**What you have to do:** Every entry below is to be copied exactly, with nothing omitted.
Top of Exercise materials
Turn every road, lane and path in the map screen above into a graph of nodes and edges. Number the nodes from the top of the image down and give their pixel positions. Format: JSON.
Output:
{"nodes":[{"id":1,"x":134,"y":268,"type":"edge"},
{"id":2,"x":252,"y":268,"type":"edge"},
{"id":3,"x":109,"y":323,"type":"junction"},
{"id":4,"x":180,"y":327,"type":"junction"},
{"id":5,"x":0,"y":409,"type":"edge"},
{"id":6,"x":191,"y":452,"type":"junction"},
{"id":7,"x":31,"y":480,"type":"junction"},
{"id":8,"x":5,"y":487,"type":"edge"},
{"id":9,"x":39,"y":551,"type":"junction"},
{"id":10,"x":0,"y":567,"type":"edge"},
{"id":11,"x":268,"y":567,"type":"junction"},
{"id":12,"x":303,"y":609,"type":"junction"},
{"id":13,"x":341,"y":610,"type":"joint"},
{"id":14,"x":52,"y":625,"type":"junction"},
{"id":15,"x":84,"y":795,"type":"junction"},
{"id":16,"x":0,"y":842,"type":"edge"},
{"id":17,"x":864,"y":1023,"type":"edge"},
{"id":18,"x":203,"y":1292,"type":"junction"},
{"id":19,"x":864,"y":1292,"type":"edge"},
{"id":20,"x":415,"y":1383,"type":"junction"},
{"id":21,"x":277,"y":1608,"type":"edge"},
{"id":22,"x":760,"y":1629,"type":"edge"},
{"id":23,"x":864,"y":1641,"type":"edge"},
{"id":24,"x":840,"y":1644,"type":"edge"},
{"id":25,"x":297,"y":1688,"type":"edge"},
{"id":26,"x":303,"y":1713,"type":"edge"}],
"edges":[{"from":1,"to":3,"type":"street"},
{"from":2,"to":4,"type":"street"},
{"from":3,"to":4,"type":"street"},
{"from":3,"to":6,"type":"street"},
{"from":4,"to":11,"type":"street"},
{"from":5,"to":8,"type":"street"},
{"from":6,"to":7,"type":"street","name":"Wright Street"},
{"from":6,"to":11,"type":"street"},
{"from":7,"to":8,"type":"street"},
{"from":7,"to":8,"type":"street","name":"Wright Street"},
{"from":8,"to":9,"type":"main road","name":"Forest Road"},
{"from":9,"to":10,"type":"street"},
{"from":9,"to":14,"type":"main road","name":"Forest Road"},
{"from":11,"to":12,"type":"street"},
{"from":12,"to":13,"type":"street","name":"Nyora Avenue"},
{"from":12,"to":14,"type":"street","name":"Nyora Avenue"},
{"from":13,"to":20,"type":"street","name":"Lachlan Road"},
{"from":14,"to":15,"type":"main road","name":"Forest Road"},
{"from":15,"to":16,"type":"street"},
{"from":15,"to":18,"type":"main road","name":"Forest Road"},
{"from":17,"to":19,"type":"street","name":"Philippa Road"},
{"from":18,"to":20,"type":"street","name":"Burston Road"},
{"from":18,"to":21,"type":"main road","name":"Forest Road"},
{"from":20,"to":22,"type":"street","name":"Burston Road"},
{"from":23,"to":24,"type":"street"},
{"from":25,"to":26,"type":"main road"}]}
Bottom of Exercise materials
**Response for this exercise:**
Turn every road, lane and path in the map screen above into a graph of nodes and edges. Number the nodes from the top of the image down and give their pixel positions. Format: JSON.
Output:
{"nodes":[{"id":1,"x":134,"y":268,"type":"edge"},
{"id":2,"x":252,"y":268,"type":"edge"},
{"id":3,"x":109,"y":323,"type":"junction"},
{"id":4,"x":180,"y":327,"type":"junction"},
{"id":5,"x":0,"y":409,"type":"edge"},
{"id":6,"x":191,"y":452,"type":"junction"},
{"id":7,"x":31,"y":480,"type":"junction"},
{"id":8,"x":5,"y":487,"type":"edge"},
{"id":9,"x":39,"y":551,"type":"junction"},
{"id":10,"x":0,"y":567,"type":"edge"},
{"id":11,"x":268,"y":567,"type":"junction"},
{"id":12,"x":303,"y":609,"type":"junction"},
{"id":13,"x":341,"y":610,"type":"joint"},
{"id":14,"x":52,"y":625,"type":"junction"},
{"id":15,"x":84,"y":795,"type":"junction"},
{"id":16,"x":0,"y":842,"type":"edge"},
{"id":17,"x":864,"y":1023,"type":"edge"},
{"id":18,"x":203,"y":1292,"type":"junction"},
{"id":19,"x":864,"y":1292,"type":"edge"},
{"id":20,"x":415,"y":1383,"type":"junction"},
{"id":21,"x":277,"y":1608,"type":"edge"},
{"id":22,"x":760,"y":1629,"type":"edge"},
{"id":23,"x":864,"y":1641,"type":"edge"},
{"id":24,"x":840,"y":1644,"type":"edge"},
{"id":25,"x":297,"y":1688,"type":"edge"},
{"id":26,"x":303,"y":1713,"type":"edge"}],
"edges":[{"from":1,"to":3,"type":"street"},
{"from":2,"to":4,"type":"street"},
{"from":3,"to":4,"type":"street"},
{"from":3,"to":6,"type":"street"},
{"from":4,"to":11,"type":"street"},
{"from":5,"to":8,"type":"street"},
{"from":6,"to":7,"type":"street","name":"Wright Street"},
{"from":6,"to":11,"type":"street"},
{"from":7,"to":8,"type":"street"},
{"from":7,"to":8,"type":"street","name":"Wright Street"},
{"from":8,"to":9,"type":"main road","name":"Forest Road"},
{"from":9,"to":10,"type":"street"},
{"from":9,"to":14,"type":"main road","name":"Forest Road"},
{"from":11,"to":12,"type":"street"},
{"from":12,"to":13,"type":"street","name":"Nyora Avenue"},
{"from":12,"to":14,"type":"street","name":"Nyora Avenue"},
{"from":13,"to":20,"type":"street","name":"Lachlan Road"},
{"from":14,"to":15,"type":"main road","name":"Forest Road"},
{"from":15,"to":16,"type":"street"},
{"from":15,"to":18,"type":"main road","name":"Forest Road"},
{"from":17,"to":19,"type":"street","name":"Philippa Road"},
{"from":18,"to":20,"type":"street","name":"Burston Road"},
{"from":18,"to":21,"type":"main road","name":"Forest Road"},
{"from":20,"to":22,"type":"street","name":"Burston Road"},
{"from":23,"to":24,"type":"street"},
{"from":25,"to":26,"type":"main road"}]}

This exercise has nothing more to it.